*** Records for this exercise Section Begins ***

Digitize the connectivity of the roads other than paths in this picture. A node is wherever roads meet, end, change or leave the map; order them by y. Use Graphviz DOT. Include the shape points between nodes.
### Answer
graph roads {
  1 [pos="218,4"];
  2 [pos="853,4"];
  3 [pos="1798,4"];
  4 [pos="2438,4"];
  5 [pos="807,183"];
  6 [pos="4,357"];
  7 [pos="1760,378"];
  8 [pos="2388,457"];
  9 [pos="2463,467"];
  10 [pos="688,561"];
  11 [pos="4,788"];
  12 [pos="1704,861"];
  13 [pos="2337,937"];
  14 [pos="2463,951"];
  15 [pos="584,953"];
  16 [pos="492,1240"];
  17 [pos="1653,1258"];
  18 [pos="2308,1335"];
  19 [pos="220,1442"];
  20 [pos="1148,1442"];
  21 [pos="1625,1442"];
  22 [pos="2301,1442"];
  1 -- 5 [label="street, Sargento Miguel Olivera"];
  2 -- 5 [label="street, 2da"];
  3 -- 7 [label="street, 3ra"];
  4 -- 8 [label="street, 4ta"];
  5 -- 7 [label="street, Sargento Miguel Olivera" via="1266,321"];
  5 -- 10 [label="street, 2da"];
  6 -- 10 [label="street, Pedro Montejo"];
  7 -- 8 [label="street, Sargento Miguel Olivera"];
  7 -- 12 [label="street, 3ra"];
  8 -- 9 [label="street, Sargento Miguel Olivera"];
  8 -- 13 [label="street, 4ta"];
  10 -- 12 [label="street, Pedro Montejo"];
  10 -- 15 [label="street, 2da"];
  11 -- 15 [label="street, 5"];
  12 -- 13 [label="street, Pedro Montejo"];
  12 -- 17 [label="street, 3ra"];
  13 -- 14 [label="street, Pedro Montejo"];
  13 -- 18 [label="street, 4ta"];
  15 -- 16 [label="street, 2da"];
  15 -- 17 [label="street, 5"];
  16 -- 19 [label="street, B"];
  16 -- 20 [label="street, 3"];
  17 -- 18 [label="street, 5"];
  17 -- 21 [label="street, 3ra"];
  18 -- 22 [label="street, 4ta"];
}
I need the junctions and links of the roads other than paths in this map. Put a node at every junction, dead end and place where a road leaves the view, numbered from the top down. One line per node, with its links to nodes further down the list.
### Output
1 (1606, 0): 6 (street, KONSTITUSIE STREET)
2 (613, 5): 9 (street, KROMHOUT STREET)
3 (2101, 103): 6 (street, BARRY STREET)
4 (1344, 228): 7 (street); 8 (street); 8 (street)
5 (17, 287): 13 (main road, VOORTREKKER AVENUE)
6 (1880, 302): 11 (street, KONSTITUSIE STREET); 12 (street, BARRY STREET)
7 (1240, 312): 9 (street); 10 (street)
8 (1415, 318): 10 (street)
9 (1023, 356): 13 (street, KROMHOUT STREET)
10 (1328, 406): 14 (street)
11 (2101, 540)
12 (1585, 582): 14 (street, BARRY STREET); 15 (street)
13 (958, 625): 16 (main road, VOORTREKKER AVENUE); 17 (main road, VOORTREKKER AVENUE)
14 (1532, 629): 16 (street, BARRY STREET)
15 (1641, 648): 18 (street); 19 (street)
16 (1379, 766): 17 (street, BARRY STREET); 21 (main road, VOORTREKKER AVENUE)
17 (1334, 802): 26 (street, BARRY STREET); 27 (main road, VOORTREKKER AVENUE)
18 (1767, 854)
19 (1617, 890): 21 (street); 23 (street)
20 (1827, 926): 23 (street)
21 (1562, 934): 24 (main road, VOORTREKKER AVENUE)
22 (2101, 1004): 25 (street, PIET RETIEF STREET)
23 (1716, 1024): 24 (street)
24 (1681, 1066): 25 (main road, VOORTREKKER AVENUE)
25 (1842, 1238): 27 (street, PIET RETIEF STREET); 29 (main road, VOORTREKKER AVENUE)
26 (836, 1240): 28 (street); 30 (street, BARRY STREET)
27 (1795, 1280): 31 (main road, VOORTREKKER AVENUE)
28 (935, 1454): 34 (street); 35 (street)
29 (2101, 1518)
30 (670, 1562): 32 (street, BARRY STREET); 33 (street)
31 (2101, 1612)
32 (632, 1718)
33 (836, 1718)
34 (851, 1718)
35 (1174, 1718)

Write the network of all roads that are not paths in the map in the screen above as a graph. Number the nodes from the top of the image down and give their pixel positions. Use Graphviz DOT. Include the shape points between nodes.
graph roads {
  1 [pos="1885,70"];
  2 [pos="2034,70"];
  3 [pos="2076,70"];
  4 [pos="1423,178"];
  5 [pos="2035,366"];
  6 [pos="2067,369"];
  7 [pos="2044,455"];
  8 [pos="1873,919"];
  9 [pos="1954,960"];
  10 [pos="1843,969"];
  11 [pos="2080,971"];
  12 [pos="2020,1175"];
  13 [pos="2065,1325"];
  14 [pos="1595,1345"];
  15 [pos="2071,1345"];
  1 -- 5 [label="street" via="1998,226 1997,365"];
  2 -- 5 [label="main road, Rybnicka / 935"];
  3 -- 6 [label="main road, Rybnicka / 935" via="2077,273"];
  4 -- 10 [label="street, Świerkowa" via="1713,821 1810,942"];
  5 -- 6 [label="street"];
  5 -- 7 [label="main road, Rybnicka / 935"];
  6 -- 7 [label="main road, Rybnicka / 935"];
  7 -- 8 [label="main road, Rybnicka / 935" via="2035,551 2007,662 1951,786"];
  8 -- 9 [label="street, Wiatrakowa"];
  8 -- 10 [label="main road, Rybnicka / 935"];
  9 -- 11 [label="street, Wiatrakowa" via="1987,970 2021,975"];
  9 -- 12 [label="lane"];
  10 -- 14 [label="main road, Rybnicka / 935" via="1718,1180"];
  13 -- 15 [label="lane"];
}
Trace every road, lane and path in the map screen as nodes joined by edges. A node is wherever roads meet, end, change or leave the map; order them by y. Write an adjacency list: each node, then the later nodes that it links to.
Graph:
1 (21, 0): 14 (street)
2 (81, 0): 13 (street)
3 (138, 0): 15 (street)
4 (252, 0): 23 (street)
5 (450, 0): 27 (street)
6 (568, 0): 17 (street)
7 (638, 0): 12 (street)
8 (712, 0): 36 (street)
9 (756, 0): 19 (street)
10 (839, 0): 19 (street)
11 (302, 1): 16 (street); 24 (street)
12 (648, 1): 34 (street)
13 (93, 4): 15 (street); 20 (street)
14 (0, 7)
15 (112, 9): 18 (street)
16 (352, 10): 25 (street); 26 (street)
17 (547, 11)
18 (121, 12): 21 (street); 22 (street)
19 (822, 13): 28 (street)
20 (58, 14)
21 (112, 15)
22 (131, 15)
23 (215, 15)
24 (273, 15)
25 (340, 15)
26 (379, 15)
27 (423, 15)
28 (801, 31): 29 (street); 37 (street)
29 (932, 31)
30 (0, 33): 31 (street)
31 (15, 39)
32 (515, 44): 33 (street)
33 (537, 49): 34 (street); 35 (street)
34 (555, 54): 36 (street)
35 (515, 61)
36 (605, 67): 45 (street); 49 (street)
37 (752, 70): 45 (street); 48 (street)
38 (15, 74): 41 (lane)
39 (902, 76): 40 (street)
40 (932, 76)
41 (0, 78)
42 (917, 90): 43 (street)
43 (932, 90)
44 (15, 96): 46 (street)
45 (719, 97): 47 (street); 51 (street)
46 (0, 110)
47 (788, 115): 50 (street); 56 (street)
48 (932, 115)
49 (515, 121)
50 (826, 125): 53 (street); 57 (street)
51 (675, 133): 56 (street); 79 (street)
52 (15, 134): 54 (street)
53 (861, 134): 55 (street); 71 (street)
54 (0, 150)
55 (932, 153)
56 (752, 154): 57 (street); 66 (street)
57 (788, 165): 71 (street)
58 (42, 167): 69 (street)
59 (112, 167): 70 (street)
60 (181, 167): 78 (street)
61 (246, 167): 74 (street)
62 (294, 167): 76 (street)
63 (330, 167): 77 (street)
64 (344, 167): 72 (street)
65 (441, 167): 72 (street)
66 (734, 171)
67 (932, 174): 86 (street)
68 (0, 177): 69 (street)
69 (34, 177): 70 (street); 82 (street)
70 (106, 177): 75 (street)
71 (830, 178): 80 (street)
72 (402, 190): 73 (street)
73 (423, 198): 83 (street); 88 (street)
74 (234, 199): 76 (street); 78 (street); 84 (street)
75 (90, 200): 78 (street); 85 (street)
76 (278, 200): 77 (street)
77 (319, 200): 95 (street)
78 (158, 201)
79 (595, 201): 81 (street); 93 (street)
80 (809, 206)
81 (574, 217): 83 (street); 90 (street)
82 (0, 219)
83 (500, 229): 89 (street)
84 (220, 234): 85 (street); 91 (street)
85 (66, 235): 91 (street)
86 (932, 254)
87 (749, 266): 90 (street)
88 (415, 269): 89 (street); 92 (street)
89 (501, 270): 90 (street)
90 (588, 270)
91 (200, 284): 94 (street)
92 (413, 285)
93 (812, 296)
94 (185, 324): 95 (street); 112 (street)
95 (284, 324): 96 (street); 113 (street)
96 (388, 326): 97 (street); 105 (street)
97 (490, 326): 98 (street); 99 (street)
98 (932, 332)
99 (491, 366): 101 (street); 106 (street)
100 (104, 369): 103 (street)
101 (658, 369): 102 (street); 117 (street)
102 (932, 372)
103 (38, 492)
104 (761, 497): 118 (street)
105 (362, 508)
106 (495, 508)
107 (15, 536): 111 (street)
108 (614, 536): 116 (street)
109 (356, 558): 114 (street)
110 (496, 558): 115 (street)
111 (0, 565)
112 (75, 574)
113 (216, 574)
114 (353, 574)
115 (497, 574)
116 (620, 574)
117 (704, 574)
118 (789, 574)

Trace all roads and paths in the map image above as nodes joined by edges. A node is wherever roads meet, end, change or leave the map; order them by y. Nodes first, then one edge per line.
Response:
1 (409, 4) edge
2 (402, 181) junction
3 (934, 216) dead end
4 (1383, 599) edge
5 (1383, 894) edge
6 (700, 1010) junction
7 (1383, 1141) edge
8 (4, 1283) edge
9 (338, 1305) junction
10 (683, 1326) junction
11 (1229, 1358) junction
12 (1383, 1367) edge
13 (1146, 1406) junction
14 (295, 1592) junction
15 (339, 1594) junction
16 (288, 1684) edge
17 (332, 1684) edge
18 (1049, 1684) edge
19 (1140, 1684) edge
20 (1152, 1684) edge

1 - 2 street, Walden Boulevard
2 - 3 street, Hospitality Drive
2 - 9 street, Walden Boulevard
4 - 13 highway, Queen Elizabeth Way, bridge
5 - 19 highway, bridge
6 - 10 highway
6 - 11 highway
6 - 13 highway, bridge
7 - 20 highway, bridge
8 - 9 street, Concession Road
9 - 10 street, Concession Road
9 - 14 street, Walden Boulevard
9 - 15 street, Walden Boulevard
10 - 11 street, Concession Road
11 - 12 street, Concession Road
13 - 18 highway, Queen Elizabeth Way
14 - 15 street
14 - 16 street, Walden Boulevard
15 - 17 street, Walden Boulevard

*** Records for this exercise Section Ends ***

Which lines of the listing include the string "Montejo"? Pull them out.

Answer section
  6 -- 10 [label="street, Pedro Montejo"];
  10 -- 12 [label="street, Pedro Montejo"];
  12 -- 13 [label="street, Pedro Montejo"];
  13 -- 14 [label="street, Pedro Montejo"];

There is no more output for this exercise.